Dataset records:

━━━━━━━━━━

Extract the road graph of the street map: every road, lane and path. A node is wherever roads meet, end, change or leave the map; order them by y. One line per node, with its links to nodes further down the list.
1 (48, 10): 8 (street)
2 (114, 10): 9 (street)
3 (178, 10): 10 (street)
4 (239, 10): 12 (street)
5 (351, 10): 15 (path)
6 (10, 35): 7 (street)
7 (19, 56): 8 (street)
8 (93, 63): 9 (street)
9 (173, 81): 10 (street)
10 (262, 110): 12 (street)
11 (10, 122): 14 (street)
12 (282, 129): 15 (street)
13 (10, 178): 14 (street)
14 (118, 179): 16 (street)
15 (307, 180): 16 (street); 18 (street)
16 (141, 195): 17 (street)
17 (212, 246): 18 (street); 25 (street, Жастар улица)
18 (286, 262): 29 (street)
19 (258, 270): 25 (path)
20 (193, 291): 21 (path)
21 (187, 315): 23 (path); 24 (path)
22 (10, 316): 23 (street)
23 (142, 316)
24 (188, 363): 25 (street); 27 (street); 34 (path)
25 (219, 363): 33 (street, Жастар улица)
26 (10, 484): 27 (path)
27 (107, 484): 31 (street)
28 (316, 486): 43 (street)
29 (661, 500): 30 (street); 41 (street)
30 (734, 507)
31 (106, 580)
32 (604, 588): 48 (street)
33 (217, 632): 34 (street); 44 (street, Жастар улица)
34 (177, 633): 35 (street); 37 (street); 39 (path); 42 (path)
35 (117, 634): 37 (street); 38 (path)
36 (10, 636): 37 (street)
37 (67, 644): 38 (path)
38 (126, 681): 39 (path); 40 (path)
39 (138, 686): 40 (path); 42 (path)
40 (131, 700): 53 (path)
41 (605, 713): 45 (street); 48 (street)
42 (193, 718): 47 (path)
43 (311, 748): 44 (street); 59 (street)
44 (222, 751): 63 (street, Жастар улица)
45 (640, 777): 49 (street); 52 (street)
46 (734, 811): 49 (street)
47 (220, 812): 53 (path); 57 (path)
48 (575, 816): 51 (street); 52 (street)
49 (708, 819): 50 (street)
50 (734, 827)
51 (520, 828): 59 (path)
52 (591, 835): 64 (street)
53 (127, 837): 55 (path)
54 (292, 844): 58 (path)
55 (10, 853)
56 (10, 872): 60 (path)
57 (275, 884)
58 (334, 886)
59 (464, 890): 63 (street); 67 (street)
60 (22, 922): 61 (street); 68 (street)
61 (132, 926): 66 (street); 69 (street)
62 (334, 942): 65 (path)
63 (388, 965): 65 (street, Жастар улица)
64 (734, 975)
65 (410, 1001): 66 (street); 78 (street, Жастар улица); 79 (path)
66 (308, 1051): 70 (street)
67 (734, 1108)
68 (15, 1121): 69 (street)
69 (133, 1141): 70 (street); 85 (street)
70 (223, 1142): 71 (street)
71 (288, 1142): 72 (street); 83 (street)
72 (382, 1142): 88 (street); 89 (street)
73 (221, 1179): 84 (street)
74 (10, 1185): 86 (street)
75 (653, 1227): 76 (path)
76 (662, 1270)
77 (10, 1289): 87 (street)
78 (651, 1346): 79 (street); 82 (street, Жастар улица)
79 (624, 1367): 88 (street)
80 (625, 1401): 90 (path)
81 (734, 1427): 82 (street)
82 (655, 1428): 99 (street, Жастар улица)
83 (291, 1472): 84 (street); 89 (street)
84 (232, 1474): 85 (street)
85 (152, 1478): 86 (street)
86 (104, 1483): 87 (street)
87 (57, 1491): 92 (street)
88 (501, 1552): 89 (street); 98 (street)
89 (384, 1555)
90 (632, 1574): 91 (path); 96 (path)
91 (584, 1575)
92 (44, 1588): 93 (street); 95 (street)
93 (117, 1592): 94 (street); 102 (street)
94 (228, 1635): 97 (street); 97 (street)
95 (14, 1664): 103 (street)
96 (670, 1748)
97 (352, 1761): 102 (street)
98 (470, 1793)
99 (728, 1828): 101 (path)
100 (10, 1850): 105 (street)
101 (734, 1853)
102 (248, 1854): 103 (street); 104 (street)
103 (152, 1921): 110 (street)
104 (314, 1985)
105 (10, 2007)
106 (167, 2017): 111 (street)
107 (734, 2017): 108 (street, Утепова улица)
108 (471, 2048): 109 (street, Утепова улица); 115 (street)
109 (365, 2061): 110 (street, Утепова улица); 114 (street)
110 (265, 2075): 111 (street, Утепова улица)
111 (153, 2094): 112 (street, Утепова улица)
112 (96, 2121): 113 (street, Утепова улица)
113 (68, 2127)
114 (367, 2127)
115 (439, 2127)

━━━━━━━━━━

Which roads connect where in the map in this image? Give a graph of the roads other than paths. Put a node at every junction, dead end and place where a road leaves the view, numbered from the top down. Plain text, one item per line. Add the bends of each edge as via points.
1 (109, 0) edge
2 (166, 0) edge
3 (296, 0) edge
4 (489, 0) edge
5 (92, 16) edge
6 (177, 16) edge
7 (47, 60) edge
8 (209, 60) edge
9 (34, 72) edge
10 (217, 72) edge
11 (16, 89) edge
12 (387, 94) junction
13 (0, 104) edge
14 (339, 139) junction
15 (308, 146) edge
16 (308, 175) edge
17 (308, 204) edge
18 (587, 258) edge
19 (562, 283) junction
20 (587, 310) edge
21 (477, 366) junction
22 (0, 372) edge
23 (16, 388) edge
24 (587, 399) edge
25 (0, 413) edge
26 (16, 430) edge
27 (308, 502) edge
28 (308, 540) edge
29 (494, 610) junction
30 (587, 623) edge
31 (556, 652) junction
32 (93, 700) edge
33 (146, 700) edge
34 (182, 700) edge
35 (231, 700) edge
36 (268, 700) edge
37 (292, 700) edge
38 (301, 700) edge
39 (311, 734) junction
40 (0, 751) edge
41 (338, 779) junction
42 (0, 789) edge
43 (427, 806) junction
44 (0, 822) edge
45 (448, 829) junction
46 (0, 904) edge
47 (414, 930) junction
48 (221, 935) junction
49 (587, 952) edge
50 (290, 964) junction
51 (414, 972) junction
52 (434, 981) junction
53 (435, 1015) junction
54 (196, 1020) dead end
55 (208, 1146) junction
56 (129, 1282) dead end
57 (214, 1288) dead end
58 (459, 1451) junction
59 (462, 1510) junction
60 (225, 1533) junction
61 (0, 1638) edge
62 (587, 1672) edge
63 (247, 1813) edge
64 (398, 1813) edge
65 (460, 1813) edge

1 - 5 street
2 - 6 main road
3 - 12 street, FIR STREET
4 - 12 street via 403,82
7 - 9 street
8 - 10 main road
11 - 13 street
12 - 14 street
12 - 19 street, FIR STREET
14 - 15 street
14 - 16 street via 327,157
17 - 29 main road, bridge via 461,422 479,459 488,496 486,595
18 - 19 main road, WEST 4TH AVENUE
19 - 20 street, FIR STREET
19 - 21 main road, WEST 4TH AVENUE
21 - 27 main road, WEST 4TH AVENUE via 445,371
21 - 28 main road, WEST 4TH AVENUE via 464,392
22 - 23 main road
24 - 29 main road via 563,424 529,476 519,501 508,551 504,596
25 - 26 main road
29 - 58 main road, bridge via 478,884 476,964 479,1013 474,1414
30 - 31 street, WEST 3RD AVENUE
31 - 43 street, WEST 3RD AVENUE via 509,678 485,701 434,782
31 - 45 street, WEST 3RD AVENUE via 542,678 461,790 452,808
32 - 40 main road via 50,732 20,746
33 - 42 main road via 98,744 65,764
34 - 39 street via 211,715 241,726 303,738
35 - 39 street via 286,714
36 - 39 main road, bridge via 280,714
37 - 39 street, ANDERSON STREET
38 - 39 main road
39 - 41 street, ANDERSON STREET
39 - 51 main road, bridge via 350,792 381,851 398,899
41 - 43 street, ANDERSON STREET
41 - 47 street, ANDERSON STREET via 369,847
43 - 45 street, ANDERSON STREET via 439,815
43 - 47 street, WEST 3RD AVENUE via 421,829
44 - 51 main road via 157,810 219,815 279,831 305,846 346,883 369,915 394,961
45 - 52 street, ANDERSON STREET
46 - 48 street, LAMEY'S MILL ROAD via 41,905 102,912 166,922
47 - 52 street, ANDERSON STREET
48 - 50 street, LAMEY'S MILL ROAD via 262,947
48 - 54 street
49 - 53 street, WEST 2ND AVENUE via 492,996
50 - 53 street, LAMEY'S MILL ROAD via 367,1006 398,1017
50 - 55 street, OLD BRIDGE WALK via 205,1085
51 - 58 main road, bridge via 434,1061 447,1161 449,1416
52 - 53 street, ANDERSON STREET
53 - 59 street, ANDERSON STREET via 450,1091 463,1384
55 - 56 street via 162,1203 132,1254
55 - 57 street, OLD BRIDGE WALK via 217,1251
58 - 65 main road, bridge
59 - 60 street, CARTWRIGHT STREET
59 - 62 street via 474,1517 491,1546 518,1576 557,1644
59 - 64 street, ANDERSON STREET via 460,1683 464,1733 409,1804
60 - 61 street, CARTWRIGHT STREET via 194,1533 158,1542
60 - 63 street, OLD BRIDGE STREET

━━━━━━━━━━

TO DO: Reproduce each line of the records in which "LAMEY" appears.

WRITTEN SOLUTION:
46 - 48 street, LAMEY'S MILL ROAD via 41,905 102,912 166,922
48 - 50 street, LAMEY'S MILL ROAD via 262,947
50 - 53 street, LAMEY'S MILL ROAD via 367,1006 398,1017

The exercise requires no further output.